EXTRACTED RECORDS START

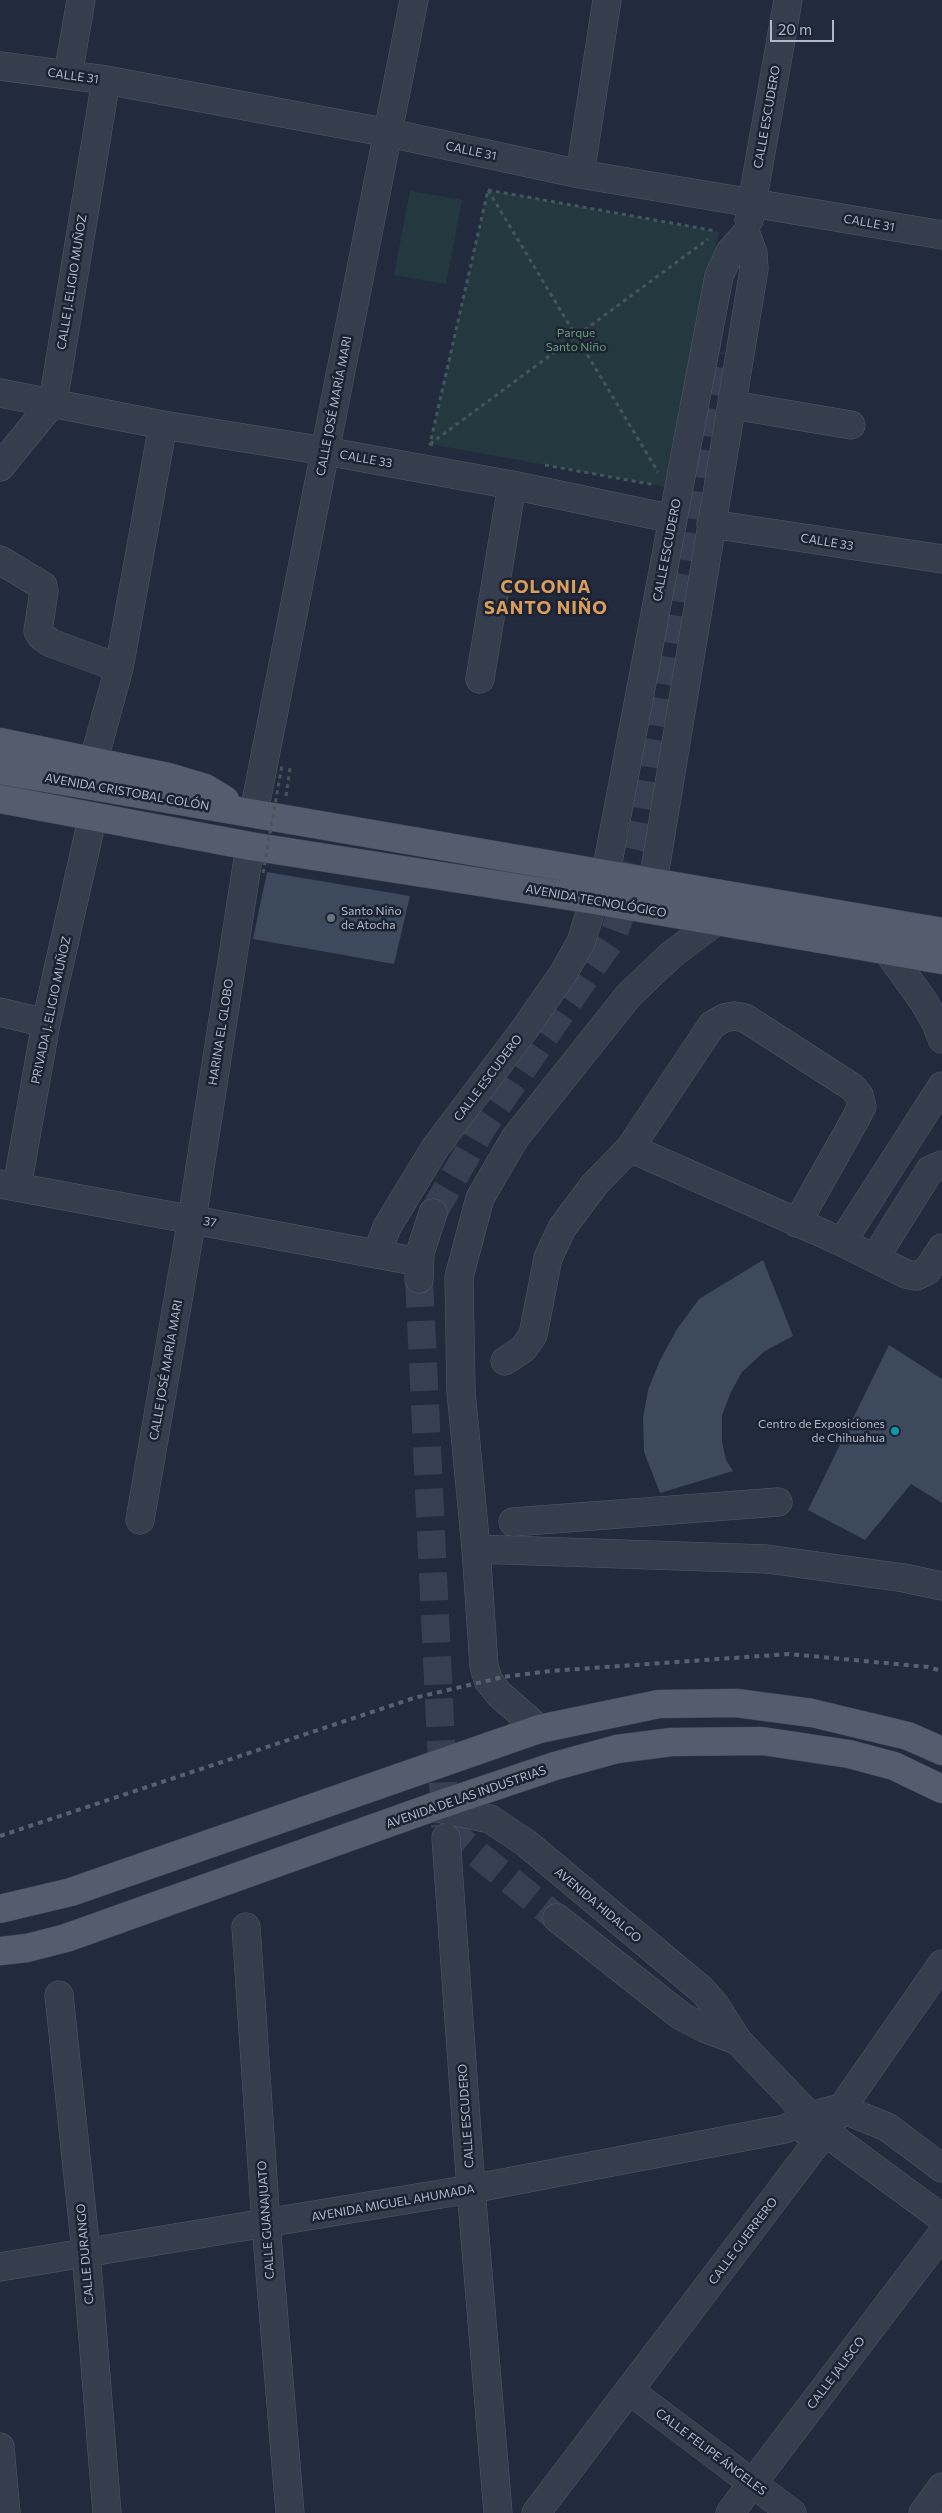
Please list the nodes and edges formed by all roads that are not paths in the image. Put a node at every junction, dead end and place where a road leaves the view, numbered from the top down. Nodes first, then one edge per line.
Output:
1 (81, 0) edge
2 (414, 0) edge
3 (607, 0) edge
4 (788, 0) edge
5 (0, 66) edge
6 (68, 75) junction
7 (106, 80) junction
8 (389, 133) junction
9 (580, 174) junction
10 (752, 203) junction
11 (746, 234) junction
12 (942, 235) edge
13 (723, 353) tunnel mouth
14 (0, 393) edge
15 (53, 402) junction
16 (733, 405) junction
17 (851, 424) dead end
18 (163, 425) junction
19 (325, 451) junction
20 (0, 467) edge
21 (512, 486) junction
22 (673, 519) junction
23 (712, 524) junction
24 (942, 559) edge
25 (0, 560) edge
26 (119, 668) junction
27 (480, 679) dead end
28 (0, 742) edge
29 (93, 763) junction
30 (0, 770) edge
31 (0, 799) edge
32 (246, 812) junction
33 (0, 817) edge
34 (96, 825) junction
35 (239, 844) junction
36 (606, 874) junction
37 (653, 882) junction
38 (594, 900) junction
39 (864, 918) junction
40 (715, 922) junction
41 (942, 932) edge
42 (885, 950) junction
43 (942, 960) edge
44 (0, 1012) edge
45 (46, 1023) junction
46 (940, 1029) edge
47 (942, 1086) edge
48 (630, 1148) junction
49 (942, 1165) edge
50 (9, 1185) edge
51 (433, 1213) tunnel mouth
52 (192, 1219) junction
53 (797, 1223) junction
54 (842, 1242) junction
55 (942, 1248) edge
56 (377, 1253) junction
57 (875, 1258) junction
58 (505, 1361) dead end
59 (778, 1502) dead end
60 (140, 1520) dead end
61 (513, 1522) dead end
62 (476, 1548) junction
63 (942, 1586) edge
64 (540, 1729) junction
65 (942, 1751) edge
66 (942, 1789) edge
67 (433, 1807) junction
68 (446, 1838) tunnel mouth
69 (0, 1909) edge
70 (557, 1918) tunnel mouth
71 (246, 1927) dead end
72 (0, 1951) edge
73 (942, 1964) edge
74 (59, 1995) dead end
75 (738, 2041) junction
76 (840, 2108) junction
77 (818, 2124) junction
78 (942, 2168) edge
79 (471, 2190) junction
80 (942, 2218) edge
81 (266, 2224) junction
82 (942, 2234) edge
83 (86, 2252) junction
84 (0, 2267) edge
85 (630, 2392) junction
86 (0, 2447) edge
87 (752, 2483) junction
88 (942, 2488) edge
89 (6, 2513) edge
90 (107, 2513) edge
91 (290, 2513) edge
92 (498, 2513) edge
93 (536, 2513) edge
94 (730, 2513) edge
95 (792, 2513) edge
96 (923, 2513) edge

1 - 6 street
2 - 8 street, CALLE JOSÉ MARÍA MARI
3 - 9 street
4 - 10 street, CALLE ESCUDERO
5 - 6 street, CALLE 31
6 - 7 street, CALLE 31
7 - 8 street, CALLE 31
7 - 15 street, CALLE J. ELIGIO MUÑOZ
8 - 9 street, CALLE 31
8 - 19 street, CALLE JOSÉ MARÍA MARI
9 - 10 street, CALLE 31
10 - 11 street, CALLE ESCUDERO
10 - 12 street, CALLE 31
11 - 13 street, CALLE ESCUDERO
11 - 16 street
11 - 22 street, CALLE ESCUDERO
14 - 15 street, CALLE 33
15 - 18 street, CALLE 33
15 - 20 street, CALLE J. ELIGIO MUÑOZ
16 - 17 street
16 - 23 street
18 - 19 street, CALLE 33
18 - 26 street
19 - 21 street, CALLE 33
19 - 32 street, CALLE JOSÉ MARÍA MARI
21 - 22 street, CALLE 33
21 - 27 street
22 - 36 street, CALLE ESCUDERO
23 - 24 street, CALLE 33
23 - 37 street
25 - 26 street
26 - 29 street
28 - 29 main road
29 - 32 main road
30 - 32 main road, AVENIDA CRISTOBAL COLÓN
31 - 34 main road
32 - 36 main road
33 - 34 main road
34 - 35 main road
34 - 45 street, PRIVADA J. ELIGIO MUÑOZ
35 - 38 main road, AVENIDA TECNOLÓGICO
35 - 52 street, HARINA EL GLOBO
36 - 37 main road
37 - 39 main road
38 - 40 main road, AVENIDA TECNOLÓGICO
38 - 56 street, CALLE ESCUDERO
39 - 41 main road
39 - 42 street
40 - 42 main road, AVENIDA TECNOLÓGICO
40 - 62 street
42 - 43 main road, AVENIDA TECNOLÓGICO
42 - 46 street
44 - 45 street
45 - 50 street, PRIVADA J. ELIGIO MUÑOZ
47 - 54 street
48 - 53 street
48 - 53 street
48 - 58 street
49 - 57 street
50 - 52 street, 37
51 - 56 street, 37
52 - 56 street, 37
52 - 60 street, CALLE JOSÉ MARÍA MARI
53 - 54 street
54 - 57 street
55 - 57 street
59 - 61 street
62 - 63 street
62 - 64 street
64 - 65 main road
64 - 69 main road
66 - 67 main road, AVENIDA DE LAS INDUSTRIAS
67 - 72 main road, AVENIDA DE LAS INDUSTRIAS
67 - 75 street, AVENIDA HIDALGO
68 - 79 street, CALLE ESCUDERO
70 - 75 street, AVENIDA HIDALGO
71 - 81 street, CALLE GUANAJUATO
73 - 76 street
74 - 83 street, CALLE DURANGO
75 - 77 street, AVENIDA HIDALGO
76 - 77 street
76 - 78 street
77 - 79 street, AVENIDA MIGUEL AHUMADA
77 - 80 street, AVENIDA HIDALGO
77 - 85 street, CALLE GUERRERO
79 - 81 street, AVENIDA MIGUEL AHUMADA
79 - 92 street, CALLE ESCUDERO
81 - 83 street, AVENIDA MIGUEL AHUMADA
81 - 91 street, CALLE GUANAJUATO
82 - 87 street, CALLE JALISCO
83 - 84 street, AVENIDA MIGUEL AHUMADA
83 - 90 street, CALLE DURANGO
85 - 87 street, CALLE FELIPE ÁNGELES
85 - 93 street, CALLE GUERRERO
86 - 89 street
87 - 94 street, CALLE JALISCO
87 - 95 street, CALLE FELIPE ÁNGELES
88 - 96 street

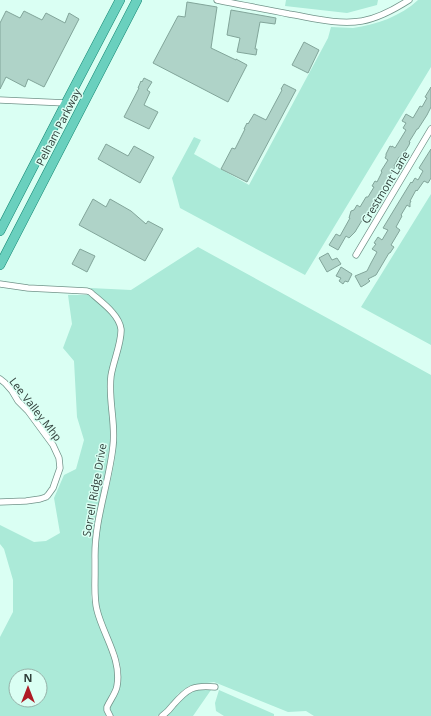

EXTRACTED RECORDS END

◆ WORK INSTRUCTION
Please go line by line through the records above, copying each one that holds the string "mouth".

◆ REPLY
13 (723, 353) tunnel mouth
51 (433, 1213) tunnel mouth
68 (446, 1838) tunnel mouth
70 (557, 1918) tunnel mouth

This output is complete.